I wish there was a middle ground between this sort of thing and QuickJS (which is actually light, but has a lot of rough edges when it comes to its filesystem and network interfaces)
TimTheTinker
Bun also supports this out of the box, and the overhead is likely a bit less (reportedly 30-40MB for a single `console.log` call with no further dependencies - I didn't verify that myself though).

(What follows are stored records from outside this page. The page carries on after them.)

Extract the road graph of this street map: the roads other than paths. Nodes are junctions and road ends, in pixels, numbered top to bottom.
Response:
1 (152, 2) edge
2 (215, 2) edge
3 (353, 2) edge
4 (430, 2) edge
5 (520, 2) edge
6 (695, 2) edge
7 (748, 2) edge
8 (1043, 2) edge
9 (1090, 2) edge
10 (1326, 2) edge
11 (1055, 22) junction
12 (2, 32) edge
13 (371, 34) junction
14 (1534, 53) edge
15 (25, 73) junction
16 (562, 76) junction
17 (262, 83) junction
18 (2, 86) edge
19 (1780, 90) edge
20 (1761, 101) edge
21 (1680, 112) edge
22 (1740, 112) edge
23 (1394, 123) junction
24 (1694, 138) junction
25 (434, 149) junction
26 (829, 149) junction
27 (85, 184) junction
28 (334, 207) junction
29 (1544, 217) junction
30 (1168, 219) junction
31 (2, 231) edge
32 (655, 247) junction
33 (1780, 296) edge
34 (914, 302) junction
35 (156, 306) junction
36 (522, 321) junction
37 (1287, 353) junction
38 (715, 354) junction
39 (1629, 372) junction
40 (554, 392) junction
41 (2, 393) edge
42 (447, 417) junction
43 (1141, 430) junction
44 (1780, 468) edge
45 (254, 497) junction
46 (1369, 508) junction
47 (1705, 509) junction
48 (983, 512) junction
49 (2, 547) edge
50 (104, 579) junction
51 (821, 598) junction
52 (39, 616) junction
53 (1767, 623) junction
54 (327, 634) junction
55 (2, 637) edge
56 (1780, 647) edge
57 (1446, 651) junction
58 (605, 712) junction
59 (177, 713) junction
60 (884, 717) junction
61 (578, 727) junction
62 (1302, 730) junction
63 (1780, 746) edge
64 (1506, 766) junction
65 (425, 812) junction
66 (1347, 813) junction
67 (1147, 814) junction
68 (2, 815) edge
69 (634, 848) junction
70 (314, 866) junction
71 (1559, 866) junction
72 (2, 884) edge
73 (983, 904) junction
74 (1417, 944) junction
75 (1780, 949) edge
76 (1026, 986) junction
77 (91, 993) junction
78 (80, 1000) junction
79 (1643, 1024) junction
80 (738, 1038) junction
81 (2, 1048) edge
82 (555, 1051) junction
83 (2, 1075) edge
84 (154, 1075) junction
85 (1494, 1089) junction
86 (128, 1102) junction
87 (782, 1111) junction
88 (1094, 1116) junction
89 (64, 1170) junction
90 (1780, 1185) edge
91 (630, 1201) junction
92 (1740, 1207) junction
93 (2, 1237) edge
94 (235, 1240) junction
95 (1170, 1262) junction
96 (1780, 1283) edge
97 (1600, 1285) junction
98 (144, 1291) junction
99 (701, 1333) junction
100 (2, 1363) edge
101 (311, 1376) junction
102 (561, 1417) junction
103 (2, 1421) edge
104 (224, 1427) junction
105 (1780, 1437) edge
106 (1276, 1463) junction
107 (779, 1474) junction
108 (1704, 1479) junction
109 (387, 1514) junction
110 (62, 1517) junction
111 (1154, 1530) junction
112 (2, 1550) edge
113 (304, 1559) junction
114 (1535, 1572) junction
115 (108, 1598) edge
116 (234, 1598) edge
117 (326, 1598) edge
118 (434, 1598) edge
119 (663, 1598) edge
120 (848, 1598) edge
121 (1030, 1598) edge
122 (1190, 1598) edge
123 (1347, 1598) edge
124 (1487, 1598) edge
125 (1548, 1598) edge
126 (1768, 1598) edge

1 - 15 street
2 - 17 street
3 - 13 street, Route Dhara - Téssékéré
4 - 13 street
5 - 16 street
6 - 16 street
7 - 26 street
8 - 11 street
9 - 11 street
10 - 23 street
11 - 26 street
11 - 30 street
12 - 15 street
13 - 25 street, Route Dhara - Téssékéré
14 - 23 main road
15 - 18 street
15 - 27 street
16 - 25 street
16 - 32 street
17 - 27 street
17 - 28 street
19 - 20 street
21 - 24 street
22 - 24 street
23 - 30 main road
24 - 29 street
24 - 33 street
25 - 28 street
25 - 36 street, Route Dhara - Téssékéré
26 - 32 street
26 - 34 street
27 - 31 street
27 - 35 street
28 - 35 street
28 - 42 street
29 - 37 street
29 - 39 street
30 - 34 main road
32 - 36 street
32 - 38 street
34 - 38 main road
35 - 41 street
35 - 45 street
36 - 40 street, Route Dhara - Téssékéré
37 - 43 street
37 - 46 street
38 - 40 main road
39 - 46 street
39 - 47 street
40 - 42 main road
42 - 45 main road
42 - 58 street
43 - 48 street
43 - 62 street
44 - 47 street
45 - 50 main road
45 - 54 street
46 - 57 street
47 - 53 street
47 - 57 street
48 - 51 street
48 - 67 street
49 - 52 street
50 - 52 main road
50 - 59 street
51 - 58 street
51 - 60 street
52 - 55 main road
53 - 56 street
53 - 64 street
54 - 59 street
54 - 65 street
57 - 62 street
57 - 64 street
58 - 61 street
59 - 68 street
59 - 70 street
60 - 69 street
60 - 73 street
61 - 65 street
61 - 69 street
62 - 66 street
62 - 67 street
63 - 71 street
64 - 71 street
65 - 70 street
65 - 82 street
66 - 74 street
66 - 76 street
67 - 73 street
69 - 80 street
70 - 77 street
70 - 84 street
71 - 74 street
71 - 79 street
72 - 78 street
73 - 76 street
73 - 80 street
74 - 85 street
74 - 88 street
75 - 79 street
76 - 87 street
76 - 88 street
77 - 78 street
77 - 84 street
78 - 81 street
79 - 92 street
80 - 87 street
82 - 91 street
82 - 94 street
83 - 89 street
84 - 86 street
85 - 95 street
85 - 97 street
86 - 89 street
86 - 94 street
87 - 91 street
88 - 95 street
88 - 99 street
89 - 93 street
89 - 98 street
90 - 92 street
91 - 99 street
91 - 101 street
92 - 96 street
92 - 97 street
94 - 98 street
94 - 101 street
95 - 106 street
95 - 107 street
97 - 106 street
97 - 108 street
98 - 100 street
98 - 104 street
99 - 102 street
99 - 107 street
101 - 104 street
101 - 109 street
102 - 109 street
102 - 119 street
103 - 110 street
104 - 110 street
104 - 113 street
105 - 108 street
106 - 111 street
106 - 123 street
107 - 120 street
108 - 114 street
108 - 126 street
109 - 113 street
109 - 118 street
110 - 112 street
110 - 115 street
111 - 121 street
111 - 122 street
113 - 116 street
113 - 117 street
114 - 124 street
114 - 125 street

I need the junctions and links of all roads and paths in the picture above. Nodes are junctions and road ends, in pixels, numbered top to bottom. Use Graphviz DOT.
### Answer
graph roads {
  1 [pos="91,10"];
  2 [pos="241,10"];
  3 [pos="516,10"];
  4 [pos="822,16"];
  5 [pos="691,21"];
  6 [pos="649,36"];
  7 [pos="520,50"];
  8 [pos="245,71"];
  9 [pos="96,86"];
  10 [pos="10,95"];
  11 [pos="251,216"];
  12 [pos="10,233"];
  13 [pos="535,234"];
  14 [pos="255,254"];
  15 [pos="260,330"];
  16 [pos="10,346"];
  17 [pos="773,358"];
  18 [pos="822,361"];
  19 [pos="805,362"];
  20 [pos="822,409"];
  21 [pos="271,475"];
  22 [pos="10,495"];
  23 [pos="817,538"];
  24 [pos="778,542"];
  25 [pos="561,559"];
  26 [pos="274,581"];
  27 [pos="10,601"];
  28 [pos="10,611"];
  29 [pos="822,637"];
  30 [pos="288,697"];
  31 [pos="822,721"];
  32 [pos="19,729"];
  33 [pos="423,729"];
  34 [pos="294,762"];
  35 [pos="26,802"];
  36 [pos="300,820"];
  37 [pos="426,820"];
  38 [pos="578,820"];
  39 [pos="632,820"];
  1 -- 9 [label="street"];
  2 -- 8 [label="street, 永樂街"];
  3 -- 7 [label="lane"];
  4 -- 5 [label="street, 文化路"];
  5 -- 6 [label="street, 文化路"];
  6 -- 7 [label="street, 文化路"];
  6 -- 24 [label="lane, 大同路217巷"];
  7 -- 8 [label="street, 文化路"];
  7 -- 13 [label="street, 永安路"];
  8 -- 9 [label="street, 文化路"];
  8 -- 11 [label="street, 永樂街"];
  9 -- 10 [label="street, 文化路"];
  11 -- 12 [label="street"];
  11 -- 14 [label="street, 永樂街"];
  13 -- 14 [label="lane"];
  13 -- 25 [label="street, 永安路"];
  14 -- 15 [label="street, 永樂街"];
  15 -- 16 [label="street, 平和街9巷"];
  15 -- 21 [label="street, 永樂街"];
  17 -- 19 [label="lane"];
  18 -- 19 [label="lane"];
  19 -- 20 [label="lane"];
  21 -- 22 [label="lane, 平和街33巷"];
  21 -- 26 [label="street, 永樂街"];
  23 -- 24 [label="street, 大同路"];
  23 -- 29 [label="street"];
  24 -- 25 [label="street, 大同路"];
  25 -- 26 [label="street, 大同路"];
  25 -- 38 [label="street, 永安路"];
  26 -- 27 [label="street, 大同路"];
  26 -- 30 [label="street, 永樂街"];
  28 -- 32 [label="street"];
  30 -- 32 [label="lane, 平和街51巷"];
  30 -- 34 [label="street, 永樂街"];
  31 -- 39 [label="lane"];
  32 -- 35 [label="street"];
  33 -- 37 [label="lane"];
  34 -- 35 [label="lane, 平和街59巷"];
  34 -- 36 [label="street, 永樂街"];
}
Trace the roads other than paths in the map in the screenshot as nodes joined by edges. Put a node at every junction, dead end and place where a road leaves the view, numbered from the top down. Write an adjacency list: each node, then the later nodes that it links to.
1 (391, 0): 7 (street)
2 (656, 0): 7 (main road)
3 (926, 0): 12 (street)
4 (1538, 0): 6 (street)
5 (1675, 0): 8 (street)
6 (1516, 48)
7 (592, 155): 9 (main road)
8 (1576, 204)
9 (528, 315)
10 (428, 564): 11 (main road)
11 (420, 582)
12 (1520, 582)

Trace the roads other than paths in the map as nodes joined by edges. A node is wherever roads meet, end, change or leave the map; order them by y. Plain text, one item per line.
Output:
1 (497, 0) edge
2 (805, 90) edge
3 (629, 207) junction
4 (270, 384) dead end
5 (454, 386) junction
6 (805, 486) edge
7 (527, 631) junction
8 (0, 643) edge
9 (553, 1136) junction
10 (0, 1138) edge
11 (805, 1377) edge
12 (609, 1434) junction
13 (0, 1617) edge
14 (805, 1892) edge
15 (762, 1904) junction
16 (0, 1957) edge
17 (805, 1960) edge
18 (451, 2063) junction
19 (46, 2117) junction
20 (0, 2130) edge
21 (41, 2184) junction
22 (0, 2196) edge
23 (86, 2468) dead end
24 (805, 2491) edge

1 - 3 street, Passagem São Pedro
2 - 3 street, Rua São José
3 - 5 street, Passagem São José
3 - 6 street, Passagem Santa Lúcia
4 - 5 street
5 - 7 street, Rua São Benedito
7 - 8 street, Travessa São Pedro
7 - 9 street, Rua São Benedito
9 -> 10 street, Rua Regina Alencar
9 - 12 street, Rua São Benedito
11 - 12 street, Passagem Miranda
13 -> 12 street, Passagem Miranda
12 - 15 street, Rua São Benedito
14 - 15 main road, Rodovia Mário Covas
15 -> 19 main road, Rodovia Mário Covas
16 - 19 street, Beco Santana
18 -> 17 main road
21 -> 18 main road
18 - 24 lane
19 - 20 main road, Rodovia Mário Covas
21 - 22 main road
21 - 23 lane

https://bun.sh/docs/bundler/executables
I suspect a large portion of the executable size in both cases is for the ICU library for localization support (Note QuickJS has its own, much smaller l10n library.) It's possible to download a Node binary without ICU, which could trim ~30MB.
zamadatix
> reportedly 30-40MB for a single `console.log` call with no further dependencies - I didn't verify that myself though
I got a 110 MB exe for "console.log('test')" in "test.ts" using "bun build .\test.ts --compile --outfile test.exe". Pretty compressible though, on the order of 1/4th the size pretty easily. Considering it has zstd compression for sourcemaps that'd be an interesting option to add in.
martinsnow
What's light enough when the average user in the western hemisphere has +300gb of storage?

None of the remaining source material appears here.